■ Your objective
In the data below, find every line with the string "Bruchsaler" and pull it out.
[Data provided — start]
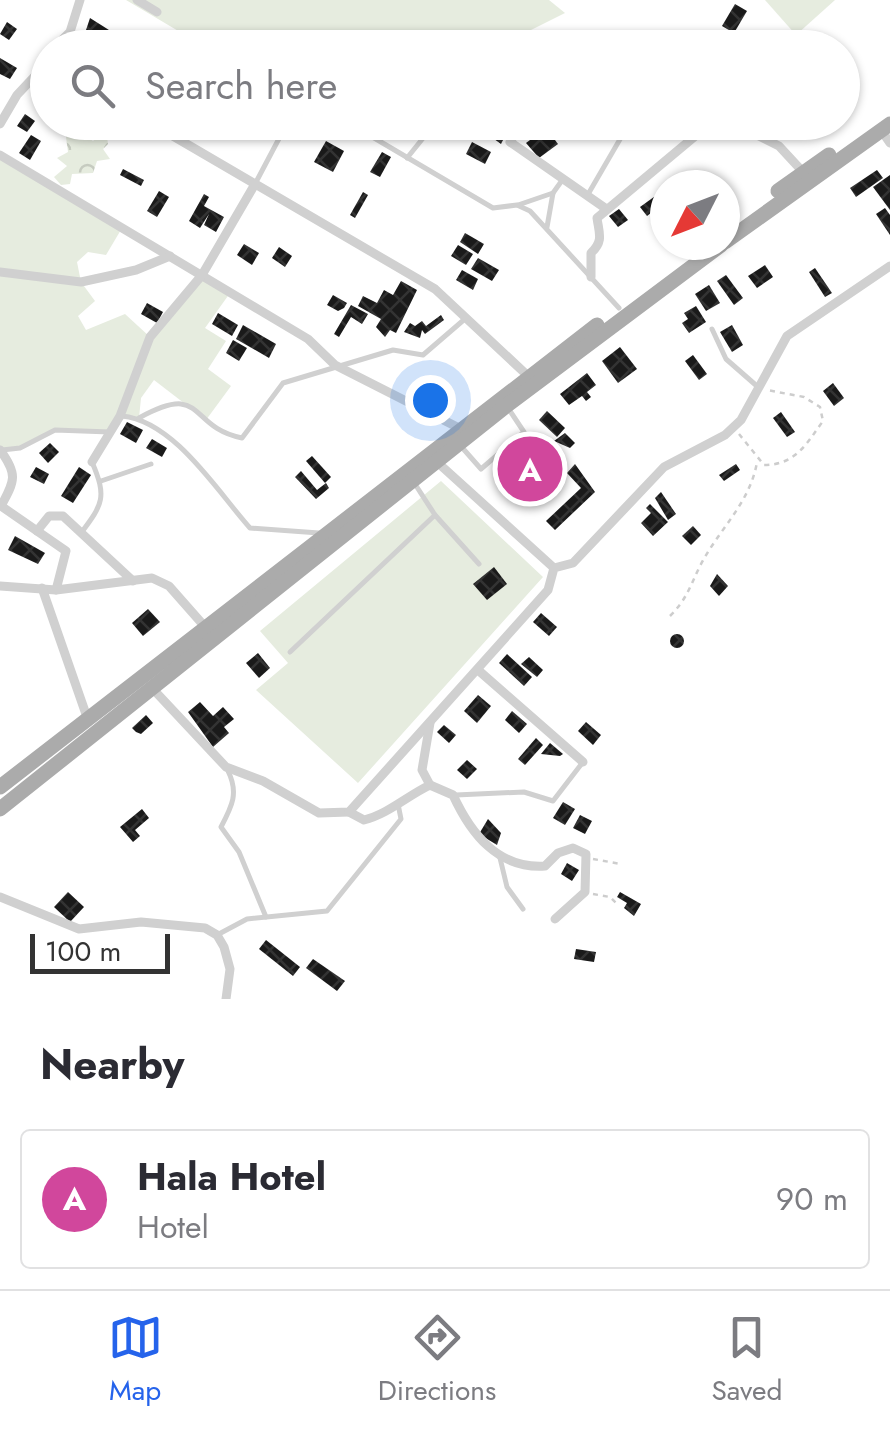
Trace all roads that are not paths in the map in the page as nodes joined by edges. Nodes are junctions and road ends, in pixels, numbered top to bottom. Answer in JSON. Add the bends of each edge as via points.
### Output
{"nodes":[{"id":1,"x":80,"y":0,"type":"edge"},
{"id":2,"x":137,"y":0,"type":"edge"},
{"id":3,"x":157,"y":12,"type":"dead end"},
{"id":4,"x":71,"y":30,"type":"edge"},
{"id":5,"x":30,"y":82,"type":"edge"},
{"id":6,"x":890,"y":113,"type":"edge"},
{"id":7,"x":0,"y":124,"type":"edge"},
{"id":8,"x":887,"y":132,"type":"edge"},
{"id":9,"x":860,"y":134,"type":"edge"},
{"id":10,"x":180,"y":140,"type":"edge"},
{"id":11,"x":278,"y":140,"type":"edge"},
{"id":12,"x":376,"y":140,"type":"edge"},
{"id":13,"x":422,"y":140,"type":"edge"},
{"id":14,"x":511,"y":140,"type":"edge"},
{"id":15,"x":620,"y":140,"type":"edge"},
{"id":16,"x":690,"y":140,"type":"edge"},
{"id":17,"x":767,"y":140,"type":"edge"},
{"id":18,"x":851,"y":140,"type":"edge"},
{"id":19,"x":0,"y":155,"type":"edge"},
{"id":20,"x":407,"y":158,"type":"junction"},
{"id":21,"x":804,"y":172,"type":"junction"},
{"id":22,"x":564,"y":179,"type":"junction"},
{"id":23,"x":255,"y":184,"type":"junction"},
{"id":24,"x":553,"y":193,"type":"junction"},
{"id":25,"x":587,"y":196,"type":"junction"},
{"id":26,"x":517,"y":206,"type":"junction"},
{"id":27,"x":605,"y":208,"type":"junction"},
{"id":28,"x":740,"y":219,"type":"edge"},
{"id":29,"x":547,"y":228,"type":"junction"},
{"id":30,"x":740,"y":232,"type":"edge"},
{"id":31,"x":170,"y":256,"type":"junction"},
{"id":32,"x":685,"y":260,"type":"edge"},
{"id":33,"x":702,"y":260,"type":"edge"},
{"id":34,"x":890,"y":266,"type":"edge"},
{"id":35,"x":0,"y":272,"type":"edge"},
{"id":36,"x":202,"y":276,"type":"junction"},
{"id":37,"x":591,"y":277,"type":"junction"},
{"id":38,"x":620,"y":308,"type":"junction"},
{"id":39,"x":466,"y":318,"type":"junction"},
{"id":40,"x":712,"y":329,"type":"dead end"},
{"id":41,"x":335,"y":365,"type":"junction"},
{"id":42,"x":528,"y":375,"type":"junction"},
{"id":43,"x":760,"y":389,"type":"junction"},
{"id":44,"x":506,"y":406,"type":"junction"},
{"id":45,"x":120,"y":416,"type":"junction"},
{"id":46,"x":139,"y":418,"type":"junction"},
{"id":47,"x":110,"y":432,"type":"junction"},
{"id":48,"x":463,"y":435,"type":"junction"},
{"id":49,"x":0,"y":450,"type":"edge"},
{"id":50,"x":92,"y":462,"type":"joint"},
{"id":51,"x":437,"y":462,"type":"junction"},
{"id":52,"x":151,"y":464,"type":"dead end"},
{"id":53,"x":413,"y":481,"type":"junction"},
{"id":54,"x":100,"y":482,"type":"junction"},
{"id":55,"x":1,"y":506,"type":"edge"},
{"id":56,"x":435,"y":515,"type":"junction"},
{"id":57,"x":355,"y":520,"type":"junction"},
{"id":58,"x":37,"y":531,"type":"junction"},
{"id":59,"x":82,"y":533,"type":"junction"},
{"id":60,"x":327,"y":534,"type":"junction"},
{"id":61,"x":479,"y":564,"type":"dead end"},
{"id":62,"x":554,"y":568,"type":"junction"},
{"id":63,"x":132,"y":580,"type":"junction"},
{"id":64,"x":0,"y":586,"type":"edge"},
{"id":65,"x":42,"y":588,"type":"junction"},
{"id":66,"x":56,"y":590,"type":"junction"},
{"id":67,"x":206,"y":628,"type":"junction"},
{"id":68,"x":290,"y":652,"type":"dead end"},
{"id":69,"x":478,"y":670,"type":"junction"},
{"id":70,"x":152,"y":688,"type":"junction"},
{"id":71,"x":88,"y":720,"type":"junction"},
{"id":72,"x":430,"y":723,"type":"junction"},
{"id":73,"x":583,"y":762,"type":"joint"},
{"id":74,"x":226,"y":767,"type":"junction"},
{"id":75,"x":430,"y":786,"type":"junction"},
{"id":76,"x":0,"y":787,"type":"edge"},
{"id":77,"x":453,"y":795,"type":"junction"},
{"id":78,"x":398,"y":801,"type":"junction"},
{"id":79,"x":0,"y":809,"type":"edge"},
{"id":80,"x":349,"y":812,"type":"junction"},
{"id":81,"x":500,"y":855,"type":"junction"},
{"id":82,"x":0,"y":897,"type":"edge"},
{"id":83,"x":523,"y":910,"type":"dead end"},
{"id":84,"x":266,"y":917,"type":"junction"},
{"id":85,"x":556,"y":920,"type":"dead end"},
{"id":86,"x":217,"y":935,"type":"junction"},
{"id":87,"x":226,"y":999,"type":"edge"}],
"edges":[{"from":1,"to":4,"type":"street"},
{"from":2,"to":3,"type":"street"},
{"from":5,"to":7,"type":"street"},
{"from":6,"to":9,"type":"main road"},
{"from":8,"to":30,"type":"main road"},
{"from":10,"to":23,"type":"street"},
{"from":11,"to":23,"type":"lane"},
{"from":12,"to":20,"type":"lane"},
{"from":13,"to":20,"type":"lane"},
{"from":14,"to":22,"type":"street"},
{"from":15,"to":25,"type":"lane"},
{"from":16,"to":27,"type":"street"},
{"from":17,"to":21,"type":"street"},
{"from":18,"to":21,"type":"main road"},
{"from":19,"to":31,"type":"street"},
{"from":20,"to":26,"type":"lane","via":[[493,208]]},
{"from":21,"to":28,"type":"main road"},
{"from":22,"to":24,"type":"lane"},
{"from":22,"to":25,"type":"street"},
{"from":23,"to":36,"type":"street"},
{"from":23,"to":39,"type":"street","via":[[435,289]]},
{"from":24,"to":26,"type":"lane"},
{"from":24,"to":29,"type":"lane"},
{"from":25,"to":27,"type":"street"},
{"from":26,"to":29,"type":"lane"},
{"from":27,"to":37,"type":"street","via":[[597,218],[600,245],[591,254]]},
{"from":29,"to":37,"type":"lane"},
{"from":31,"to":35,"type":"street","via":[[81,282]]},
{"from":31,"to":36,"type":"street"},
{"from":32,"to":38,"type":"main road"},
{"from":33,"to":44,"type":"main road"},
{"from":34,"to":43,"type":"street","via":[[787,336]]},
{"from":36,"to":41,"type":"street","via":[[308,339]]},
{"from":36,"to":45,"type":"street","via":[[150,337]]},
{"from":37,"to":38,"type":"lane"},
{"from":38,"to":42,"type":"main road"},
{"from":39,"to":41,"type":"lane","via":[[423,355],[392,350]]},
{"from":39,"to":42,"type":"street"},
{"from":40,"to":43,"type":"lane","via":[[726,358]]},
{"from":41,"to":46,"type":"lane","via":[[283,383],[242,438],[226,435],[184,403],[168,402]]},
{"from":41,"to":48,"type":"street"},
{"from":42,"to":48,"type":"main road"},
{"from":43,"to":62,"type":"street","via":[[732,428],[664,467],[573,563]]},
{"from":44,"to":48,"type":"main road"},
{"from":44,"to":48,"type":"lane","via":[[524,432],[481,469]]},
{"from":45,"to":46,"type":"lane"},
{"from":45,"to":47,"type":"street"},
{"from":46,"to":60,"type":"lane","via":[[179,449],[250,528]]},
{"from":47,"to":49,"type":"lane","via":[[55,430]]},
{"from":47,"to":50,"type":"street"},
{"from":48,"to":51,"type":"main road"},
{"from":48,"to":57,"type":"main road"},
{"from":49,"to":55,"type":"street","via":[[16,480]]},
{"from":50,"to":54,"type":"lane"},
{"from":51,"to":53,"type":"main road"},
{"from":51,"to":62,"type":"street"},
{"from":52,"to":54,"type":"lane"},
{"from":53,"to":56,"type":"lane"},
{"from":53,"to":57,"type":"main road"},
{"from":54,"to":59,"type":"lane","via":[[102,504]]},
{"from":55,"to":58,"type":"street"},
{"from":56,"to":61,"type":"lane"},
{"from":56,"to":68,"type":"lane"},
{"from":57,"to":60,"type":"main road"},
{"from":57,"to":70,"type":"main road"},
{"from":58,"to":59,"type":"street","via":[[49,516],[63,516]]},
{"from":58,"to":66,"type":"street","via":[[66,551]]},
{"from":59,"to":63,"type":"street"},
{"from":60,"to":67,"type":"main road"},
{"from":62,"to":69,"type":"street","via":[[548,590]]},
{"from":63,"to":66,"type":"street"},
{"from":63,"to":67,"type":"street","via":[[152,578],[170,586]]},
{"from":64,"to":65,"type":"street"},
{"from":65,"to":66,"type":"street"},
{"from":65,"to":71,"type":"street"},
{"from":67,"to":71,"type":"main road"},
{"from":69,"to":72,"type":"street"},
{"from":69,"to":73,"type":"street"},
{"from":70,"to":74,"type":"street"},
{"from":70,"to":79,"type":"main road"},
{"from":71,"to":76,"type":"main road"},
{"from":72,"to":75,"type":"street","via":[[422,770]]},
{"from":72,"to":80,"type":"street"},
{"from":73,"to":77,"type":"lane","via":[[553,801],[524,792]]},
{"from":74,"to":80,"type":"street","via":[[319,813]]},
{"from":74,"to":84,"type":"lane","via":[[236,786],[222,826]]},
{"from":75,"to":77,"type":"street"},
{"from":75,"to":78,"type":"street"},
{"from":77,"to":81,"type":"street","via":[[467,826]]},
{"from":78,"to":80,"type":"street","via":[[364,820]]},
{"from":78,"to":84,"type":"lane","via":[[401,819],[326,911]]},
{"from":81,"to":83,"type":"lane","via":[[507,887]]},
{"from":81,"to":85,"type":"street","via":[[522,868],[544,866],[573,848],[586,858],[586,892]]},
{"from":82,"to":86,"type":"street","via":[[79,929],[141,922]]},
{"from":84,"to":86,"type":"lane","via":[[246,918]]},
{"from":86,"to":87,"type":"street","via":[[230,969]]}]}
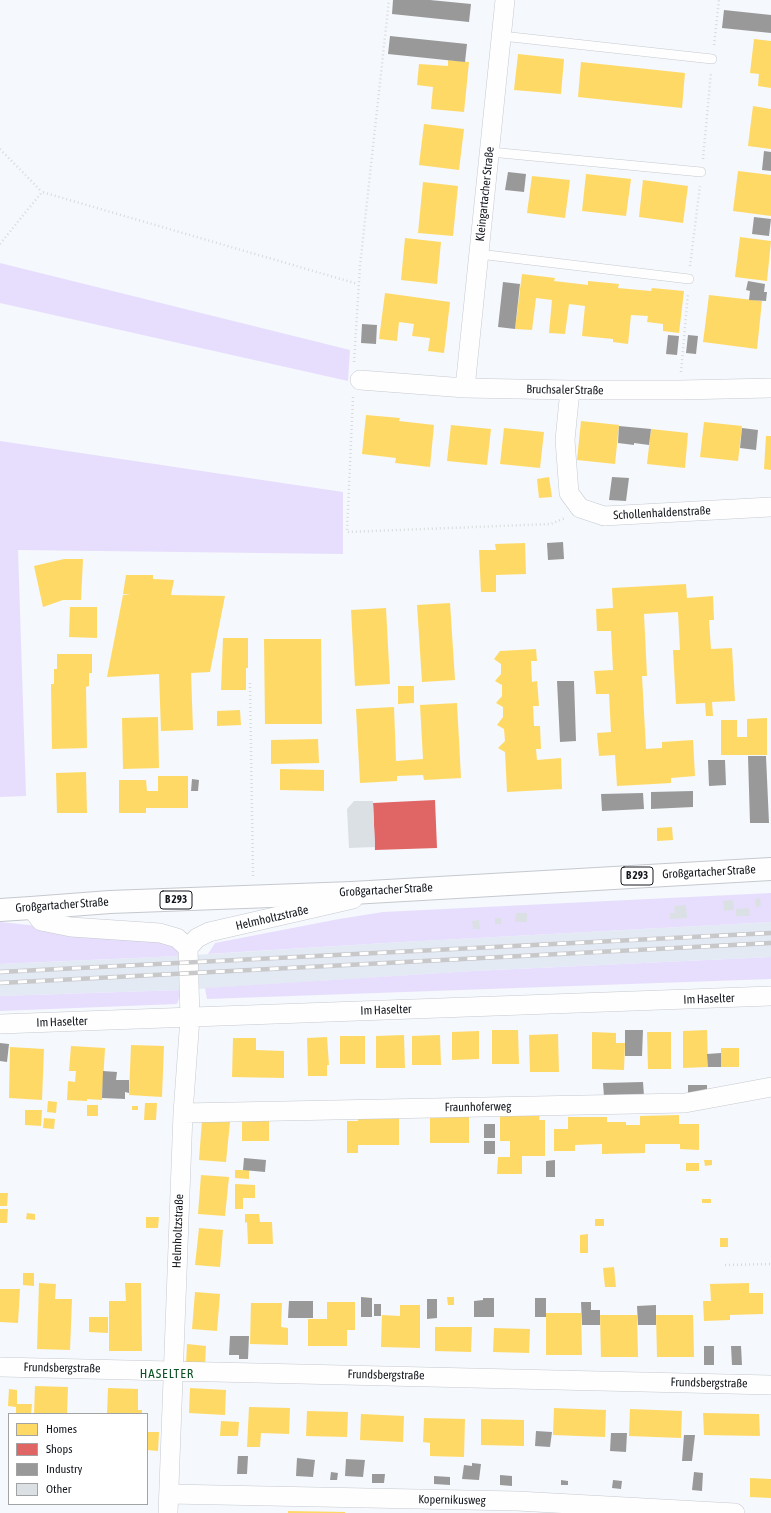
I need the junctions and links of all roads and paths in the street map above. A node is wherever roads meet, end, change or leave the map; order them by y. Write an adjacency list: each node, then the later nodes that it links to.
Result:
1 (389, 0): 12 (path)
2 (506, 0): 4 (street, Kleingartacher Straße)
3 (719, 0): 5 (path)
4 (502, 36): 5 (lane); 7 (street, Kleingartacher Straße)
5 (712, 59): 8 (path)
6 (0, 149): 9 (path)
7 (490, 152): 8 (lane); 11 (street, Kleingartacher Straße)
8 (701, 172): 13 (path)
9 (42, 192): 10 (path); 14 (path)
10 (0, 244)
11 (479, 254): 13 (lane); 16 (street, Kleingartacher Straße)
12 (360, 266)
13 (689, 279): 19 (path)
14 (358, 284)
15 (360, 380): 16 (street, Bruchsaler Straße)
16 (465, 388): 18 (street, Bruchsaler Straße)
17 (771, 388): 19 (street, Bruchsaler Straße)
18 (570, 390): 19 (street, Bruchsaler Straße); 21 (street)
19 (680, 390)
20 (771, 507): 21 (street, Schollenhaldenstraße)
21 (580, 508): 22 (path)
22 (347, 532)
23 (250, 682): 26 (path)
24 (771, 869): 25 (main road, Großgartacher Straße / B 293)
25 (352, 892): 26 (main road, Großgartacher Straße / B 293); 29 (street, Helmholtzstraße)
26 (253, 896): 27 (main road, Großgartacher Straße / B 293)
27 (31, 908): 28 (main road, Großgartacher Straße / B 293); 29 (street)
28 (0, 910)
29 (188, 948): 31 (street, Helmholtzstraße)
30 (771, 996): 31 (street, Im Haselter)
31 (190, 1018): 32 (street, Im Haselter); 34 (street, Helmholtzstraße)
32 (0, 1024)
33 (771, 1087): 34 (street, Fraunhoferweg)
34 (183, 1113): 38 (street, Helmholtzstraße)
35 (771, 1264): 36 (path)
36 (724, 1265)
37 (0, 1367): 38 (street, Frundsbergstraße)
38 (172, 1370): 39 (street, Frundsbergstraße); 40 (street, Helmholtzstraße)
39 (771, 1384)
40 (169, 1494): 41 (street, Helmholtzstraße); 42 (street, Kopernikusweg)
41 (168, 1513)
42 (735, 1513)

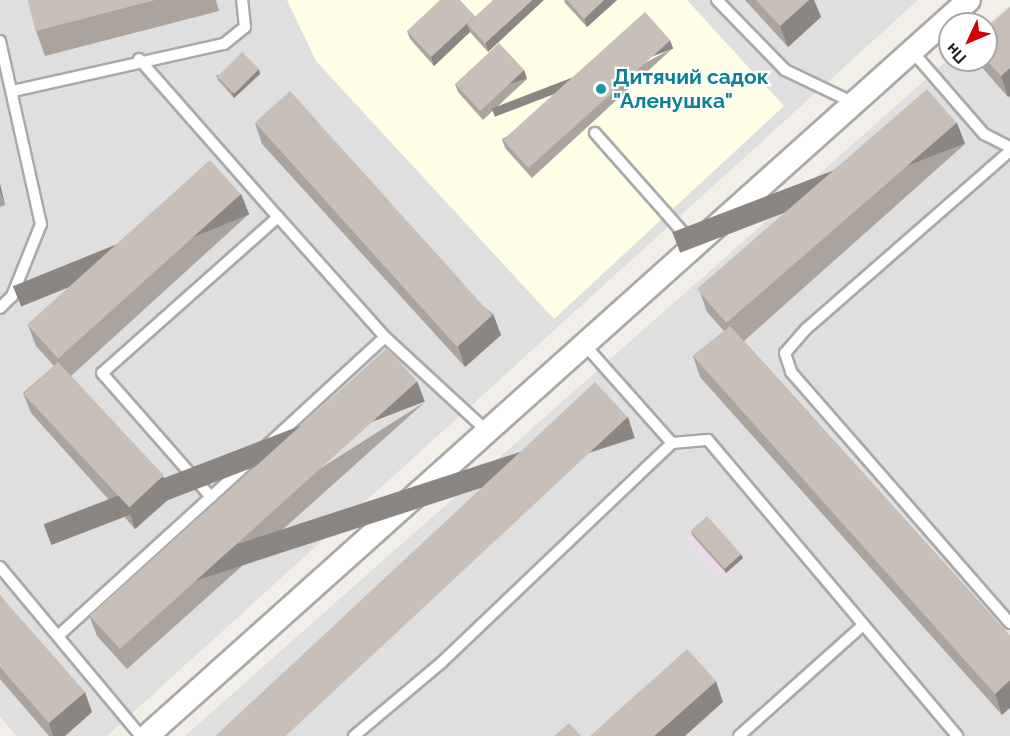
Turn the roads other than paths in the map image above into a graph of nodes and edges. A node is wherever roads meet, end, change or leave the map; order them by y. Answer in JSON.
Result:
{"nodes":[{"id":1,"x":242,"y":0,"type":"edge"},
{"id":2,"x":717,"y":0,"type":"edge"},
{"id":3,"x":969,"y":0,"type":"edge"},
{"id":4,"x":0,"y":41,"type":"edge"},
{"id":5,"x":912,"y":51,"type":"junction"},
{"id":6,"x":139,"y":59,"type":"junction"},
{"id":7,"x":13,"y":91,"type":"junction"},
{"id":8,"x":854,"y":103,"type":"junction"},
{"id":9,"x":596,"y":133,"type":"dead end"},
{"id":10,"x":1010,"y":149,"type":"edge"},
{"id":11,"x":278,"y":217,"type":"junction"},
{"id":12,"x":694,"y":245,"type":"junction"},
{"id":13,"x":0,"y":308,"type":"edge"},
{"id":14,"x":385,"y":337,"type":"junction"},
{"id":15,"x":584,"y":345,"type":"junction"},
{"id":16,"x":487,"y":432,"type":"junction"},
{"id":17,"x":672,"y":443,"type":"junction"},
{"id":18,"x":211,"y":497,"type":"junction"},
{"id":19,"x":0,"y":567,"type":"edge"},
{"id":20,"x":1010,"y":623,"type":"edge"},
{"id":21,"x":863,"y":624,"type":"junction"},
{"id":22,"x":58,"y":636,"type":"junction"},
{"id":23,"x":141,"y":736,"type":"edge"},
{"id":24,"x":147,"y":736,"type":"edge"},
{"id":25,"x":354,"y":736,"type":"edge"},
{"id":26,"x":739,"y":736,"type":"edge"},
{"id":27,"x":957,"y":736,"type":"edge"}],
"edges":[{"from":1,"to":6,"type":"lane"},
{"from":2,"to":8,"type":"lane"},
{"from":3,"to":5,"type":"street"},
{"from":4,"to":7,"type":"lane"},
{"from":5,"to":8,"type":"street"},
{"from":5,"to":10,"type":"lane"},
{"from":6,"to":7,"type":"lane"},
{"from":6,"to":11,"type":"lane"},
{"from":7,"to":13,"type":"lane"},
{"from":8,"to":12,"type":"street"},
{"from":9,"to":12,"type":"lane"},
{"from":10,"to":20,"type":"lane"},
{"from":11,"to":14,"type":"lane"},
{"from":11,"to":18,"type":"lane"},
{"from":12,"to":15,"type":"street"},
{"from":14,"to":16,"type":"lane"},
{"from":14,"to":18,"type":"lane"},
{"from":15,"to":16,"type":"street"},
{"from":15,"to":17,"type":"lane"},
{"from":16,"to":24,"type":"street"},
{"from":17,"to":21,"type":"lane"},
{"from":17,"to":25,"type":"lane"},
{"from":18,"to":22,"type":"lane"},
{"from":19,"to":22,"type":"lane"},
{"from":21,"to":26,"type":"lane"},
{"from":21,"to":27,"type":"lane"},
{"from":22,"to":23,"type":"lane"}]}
[Data provided — finish]
■ Written response
15 (360, 380): 16 (street, Bruchsaler Straße)
16 (465, 388): 18 (street, Bruchsaler Straße)
17 (771, 388): 19 (street, Bruchsaler Straße)
18 (570, 390): 19 (street, Bruchsaler Straße); 21 (street)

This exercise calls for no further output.